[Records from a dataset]

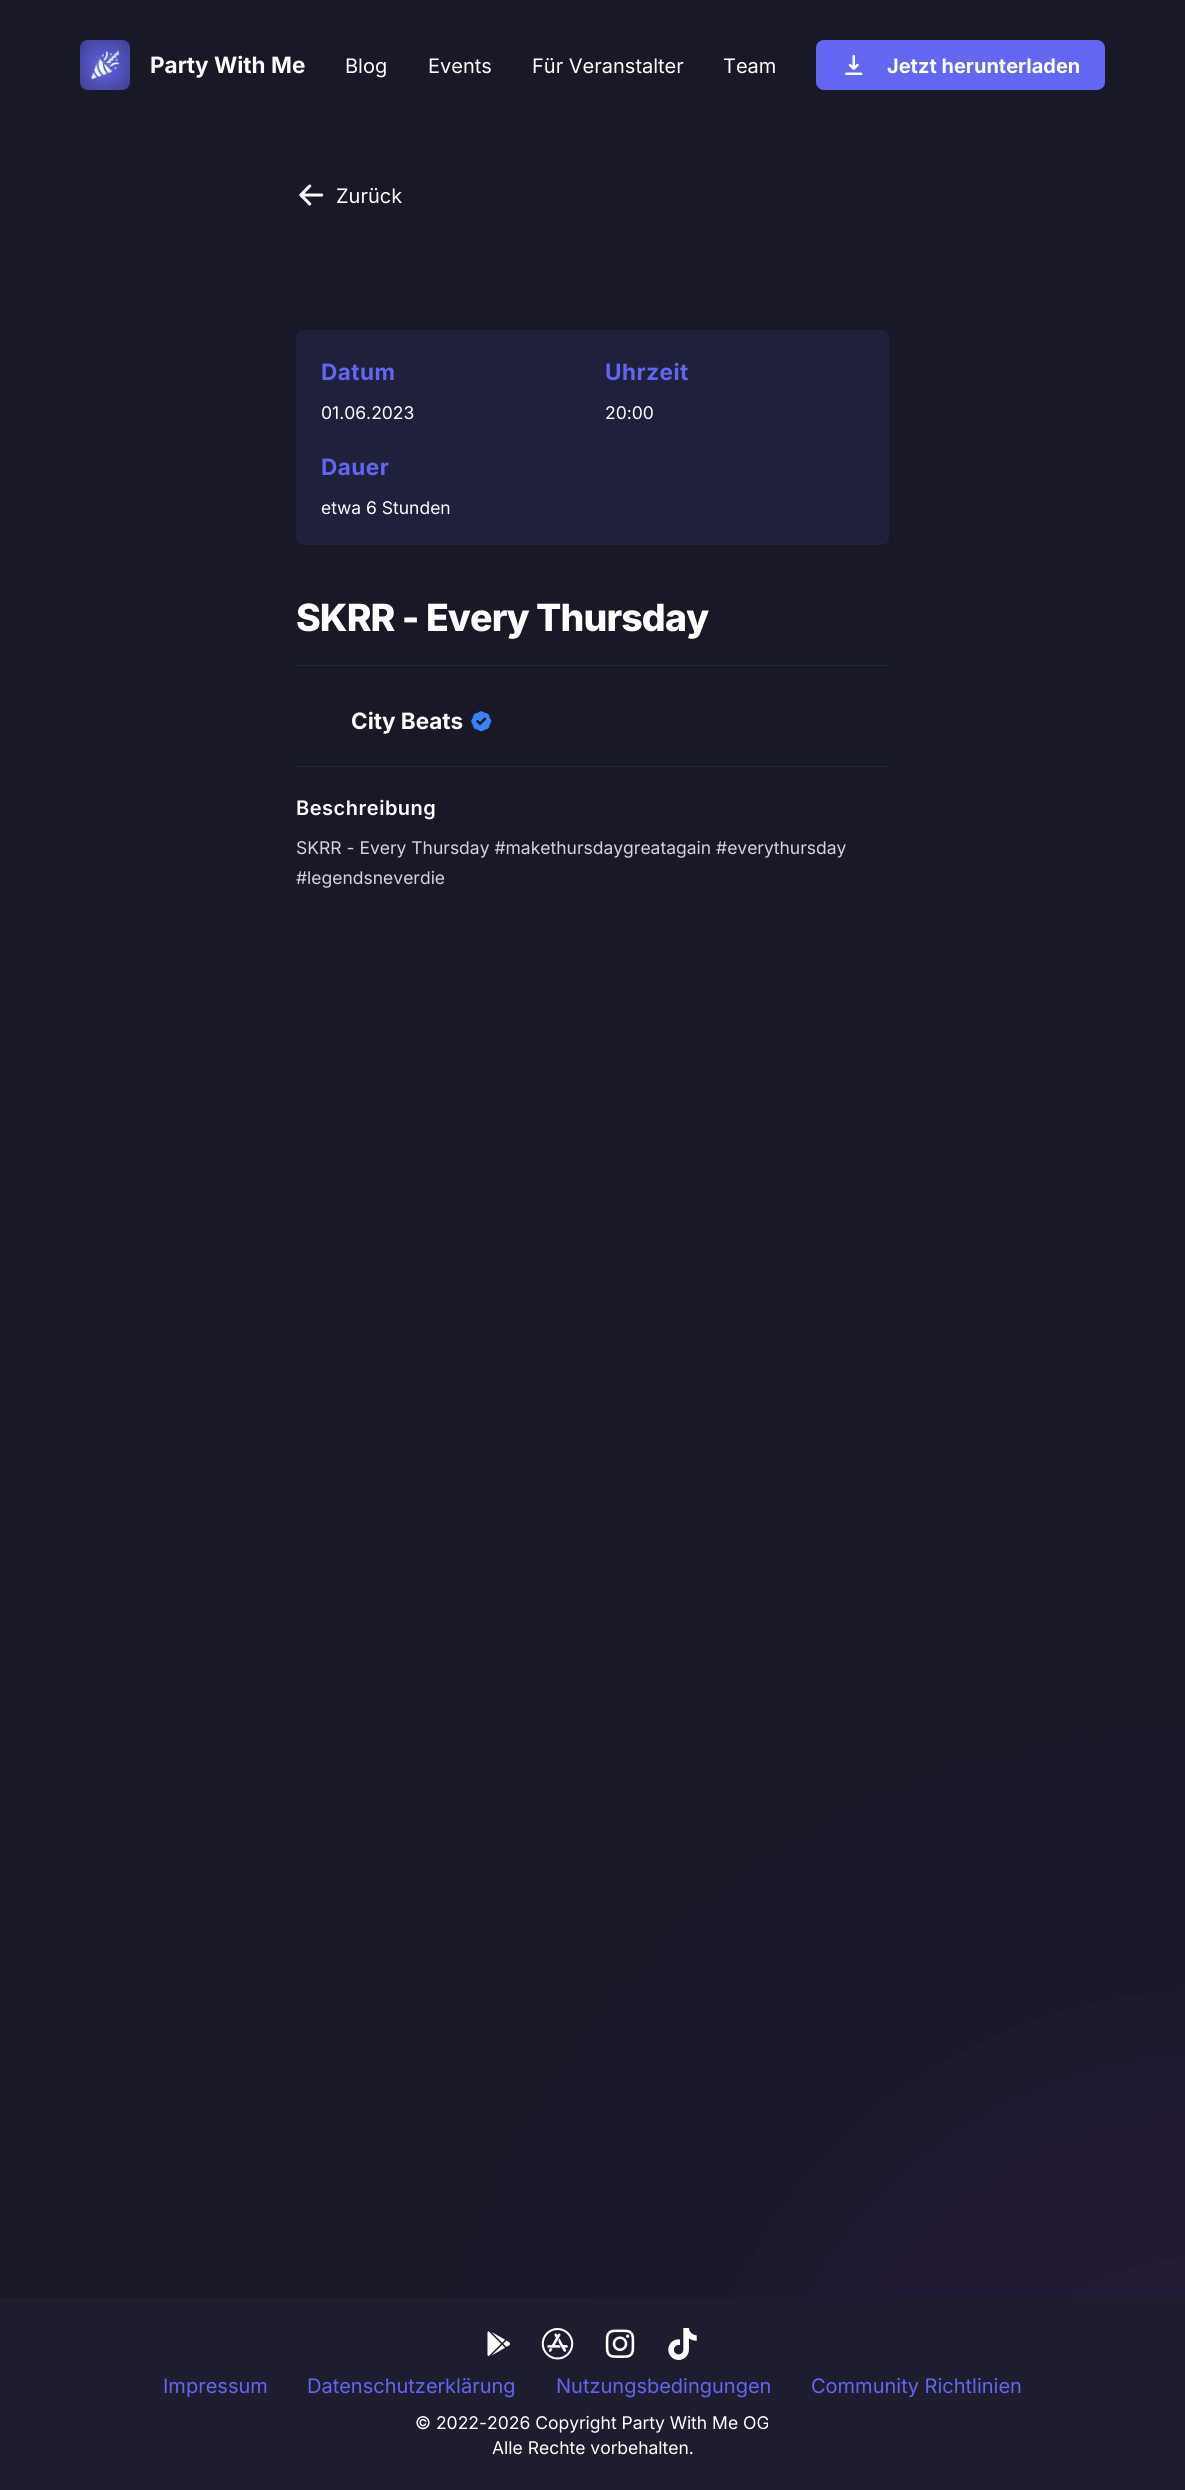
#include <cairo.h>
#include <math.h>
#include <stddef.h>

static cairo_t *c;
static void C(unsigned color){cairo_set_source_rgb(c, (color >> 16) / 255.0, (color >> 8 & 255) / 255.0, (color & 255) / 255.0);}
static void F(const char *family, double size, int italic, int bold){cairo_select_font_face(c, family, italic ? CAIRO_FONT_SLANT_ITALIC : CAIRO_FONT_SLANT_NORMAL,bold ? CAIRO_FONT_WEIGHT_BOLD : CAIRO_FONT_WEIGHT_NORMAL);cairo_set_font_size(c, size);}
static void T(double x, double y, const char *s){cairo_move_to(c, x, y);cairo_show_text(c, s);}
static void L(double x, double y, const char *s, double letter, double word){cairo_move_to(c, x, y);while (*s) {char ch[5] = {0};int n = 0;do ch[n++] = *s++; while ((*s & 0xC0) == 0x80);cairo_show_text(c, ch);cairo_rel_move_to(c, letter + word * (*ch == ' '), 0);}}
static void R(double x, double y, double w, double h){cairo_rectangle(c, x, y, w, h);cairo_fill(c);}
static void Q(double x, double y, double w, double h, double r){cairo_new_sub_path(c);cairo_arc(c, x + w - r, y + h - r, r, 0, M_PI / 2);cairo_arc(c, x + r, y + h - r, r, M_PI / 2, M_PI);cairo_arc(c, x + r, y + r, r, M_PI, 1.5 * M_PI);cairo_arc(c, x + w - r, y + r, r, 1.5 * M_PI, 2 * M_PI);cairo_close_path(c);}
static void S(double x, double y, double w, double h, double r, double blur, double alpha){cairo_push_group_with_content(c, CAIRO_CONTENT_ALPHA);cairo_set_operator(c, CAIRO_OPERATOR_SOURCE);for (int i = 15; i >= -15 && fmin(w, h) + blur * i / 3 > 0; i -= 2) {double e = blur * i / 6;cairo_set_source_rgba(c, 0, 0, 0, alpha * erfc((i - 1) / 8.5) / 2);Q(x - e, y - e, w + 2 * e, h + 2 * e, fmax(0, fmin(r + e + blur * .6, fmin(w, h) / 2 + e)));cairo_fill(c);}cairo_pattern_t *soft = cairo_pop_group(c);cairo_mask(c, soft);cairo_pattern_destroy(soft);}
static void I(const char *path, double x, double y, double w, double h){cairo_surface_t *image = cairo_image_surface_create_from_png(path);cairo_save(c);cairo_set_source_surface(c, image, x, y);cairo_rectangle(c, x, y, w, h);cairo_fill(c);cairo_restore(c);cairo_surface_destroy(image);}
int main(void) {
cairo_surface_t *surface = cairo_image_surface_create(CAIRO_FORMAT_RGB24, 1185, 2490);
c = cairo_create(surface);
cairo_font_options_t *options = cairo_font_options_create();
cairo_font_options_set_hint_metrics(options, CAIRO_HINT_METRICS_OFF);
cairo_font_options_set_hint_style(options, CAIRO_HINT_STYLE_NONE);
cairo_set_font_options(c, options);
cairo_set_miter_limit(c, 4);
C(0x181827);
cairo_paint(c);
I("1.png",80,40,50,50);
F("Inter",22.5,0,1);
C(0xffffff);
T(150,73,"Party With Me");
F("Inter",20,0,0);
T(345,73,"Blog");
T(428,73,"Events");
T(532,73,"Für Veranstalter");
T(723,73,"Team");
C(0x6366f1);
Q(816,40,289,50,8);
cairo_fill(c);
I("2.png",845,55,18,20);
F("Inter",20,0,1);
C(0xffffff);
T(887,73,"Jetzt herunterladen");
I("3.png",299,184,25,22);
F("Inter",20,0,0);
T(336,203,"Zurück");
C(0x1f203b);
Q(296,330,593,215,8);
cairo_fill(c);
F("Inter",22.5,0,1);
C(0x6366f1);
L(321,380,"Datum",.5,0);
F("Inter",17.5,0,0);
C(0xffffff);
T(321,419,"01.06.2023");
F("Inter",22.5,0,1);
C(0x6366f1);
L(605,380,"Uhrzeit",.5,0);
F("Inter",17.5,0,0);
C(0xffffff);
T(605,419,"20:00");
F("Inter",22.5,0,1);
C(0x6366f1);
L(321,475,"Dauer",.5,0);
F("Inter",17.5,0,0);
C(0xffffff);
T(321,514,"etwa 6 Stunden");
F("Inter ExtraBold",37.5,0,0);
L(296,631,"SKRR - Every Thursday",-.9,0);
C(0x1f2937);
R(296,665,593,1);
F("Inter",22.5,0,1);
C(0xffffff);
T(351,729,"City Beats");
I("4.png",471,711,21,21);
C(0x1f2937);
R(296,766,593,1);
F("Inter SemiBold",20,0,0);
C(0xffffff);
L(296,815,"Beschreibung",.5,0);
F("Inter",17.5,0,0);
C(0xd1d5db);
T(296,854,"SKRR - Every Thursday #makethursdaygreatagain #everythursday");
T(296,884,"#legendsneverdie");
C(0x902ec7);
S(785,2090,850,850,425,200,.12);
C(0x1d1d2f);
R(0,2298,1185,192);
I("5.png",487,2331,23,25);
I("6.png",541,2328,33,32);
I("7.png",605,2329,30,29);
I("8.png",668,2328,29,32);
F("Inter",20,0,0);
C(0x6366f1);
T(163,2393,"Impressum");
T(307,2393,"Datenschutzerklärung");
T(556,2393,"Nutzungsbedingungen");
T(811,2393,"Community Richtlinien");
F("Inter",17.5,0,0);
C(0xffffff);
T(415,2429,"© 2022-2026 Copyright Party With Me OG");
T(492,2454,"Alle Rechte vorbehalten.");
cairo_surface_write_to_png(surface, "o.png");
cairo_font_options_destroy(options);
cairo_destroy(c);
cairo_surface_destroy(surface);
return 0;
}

---

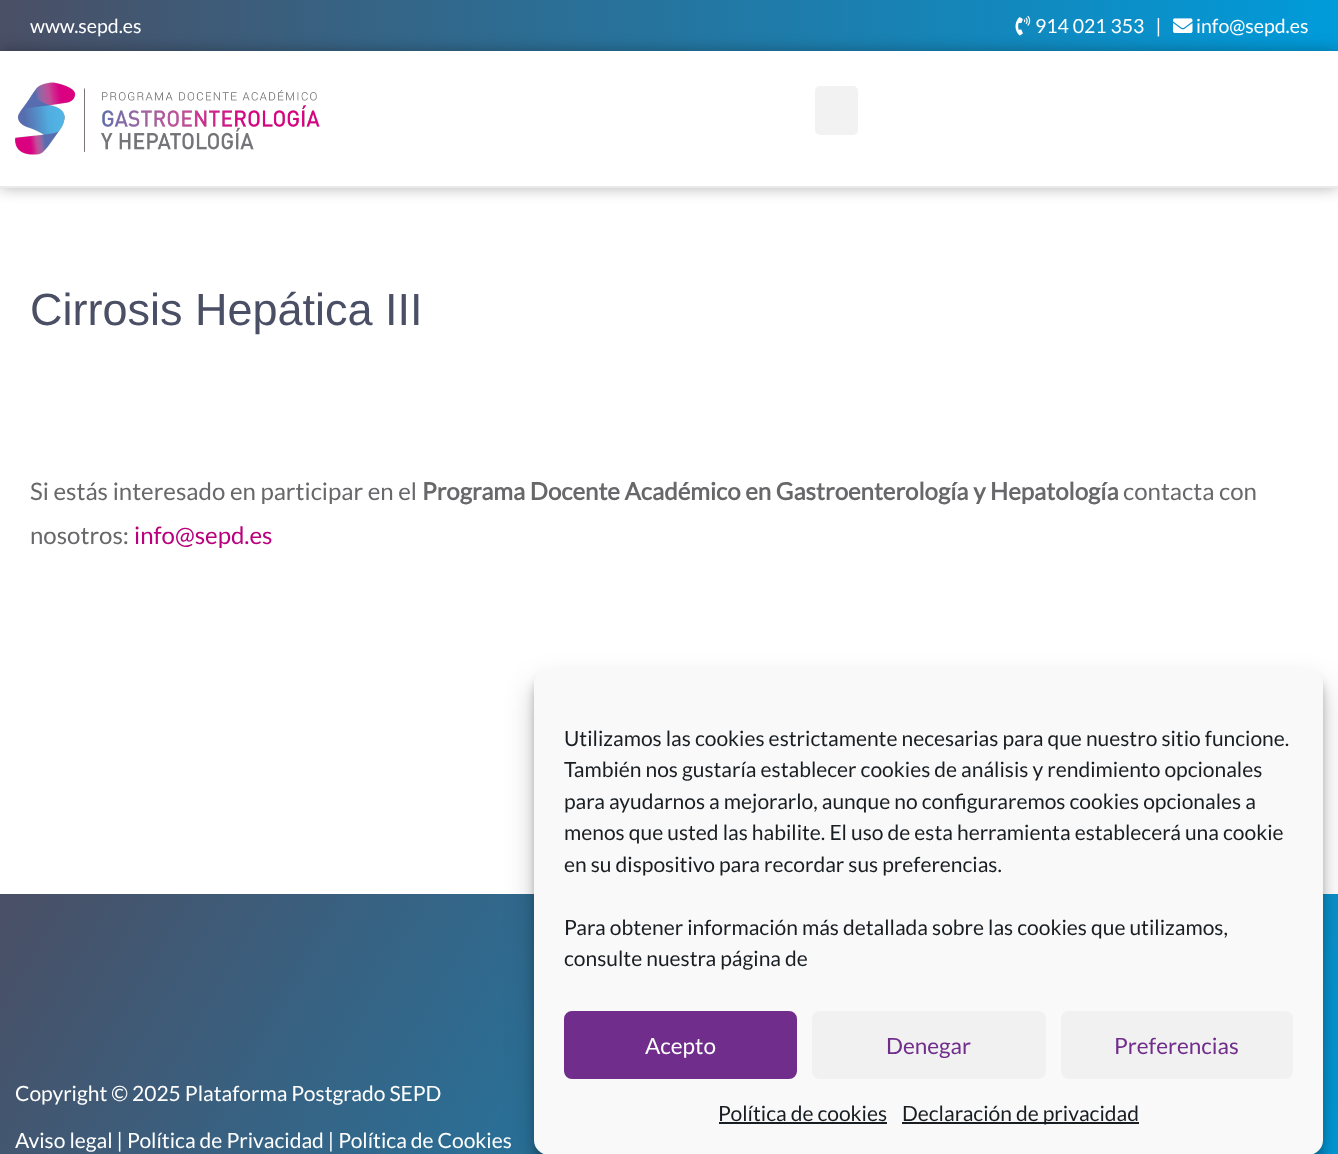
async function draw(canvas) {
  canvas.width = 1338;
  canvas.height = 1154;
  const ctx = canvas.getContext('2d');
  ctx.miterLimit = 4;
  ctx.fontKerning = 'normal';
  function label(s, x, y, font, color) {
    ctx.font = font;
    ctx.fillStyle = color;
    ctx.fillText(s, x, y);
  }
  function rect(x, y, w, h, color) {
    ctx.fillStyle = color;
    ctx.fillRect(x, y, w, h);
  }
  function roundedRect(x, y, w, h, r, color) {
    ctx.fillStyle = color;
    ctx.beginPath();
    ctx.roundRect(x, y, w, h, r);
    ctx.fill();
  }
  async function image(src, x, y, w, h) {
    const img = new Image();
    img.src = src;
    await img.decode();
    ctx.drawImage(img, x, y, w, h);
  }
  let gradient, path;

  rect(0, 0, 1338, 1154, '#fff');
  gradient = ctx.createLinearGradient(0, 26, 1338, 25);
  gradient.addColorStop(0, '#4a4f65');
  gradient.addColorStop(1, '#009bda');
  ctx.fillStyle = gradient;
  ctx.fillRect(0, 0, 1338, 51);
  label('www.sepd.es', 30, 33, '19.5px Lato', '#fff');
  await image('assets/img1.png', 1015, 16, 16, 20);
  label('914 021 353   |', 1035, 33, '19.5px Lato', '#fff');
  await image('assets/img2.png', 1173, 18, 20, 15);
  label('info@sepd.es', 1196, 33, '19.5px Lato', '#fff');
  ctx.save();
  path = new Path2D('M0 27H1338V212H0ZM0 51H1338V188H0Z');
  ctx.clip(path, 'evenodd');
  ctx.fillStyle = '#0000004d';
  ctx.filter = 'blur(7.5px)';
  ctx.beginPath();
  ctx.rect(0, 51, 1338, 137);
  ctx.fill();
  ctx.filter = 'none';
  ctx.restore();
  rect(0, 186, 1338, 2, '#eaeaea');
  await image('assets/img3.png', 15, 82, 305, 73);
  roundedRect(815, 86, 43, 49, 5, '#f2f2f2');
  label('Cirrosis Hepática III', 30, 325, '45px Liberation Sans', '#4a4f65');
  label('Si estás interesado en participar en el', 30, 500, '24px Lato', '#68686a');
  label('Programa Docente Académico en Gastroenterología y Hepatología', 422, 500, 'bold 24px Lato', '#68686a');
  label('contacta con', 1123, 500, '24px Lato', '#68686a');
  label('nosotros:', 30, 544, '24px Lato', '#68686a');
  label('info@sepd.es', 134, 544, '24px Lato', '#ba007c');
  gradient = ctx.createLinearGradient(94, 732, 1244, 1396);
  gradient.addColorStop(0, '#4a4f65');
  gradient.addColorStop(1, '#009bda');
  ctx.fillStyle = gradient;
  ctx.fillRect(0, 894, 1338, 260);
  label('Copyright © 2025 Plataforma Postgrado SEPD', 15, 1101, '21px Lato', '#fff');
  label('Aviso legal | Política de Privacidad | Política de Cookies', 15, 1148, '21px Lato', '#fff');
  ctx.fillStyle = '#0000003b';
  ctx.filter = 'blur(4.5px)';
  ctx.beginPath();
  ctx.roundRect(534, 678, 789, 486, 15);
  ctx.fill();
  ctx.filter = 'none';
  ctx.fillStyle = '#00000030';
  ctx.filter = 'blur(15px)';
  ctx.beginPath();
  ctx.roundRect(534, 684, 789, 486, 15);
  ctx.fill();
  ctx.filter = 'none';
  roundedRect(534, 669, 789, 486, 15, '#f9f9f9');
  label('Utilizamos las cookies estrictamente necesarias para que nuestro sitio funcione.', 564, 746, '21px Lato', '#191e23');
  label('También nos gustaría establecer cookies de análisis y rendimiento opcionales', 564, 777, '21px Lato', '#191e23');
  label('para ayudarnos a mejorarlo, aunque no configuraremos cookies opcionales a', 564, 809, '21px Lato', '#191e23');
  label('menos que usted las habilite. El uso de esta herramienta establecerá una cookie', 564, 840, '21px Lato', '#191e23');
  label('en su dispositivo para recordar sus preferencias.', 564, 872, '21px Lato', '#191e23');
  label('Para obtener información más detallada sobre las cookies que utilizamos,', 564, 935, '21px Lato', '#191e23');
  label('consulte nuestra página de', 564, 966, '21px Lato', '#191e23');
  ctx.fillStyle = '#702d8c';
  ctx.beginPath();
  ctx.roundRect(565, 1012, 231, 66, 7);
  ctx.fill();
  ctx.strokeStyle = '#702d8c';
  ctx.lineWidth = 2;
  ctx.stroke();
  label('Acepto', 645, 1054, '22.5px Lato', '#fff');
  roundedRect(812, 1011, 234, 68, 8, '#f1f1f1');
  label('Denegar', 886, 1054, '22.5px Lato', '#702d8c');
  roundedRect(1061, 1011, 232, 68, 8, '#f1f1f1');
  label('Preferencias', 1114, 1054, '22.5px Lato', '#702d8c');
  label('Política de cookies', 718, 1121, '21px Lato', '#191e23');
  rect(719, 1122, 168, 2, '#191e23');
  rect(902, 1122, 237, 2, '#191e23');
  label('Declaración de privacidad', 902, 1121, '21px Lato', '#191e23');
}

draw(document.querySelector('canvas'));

*How to complete this task:* What do the lines above say from the one containing "#include <cairo.h>" down to the one containing "static void C(unsigned"? Return them exactly, both end lines included, and only them.

*Solution:*
#include <cairo.h>
#include <math.h>
#include <stddef.h>

static cairo_t *c;
static void C(unsigned color){cairo_set_source_rgb(c, (color >> 16) / 255.0, (color >> 8 & 255) / 255.0, (color & 255) / 255.0);}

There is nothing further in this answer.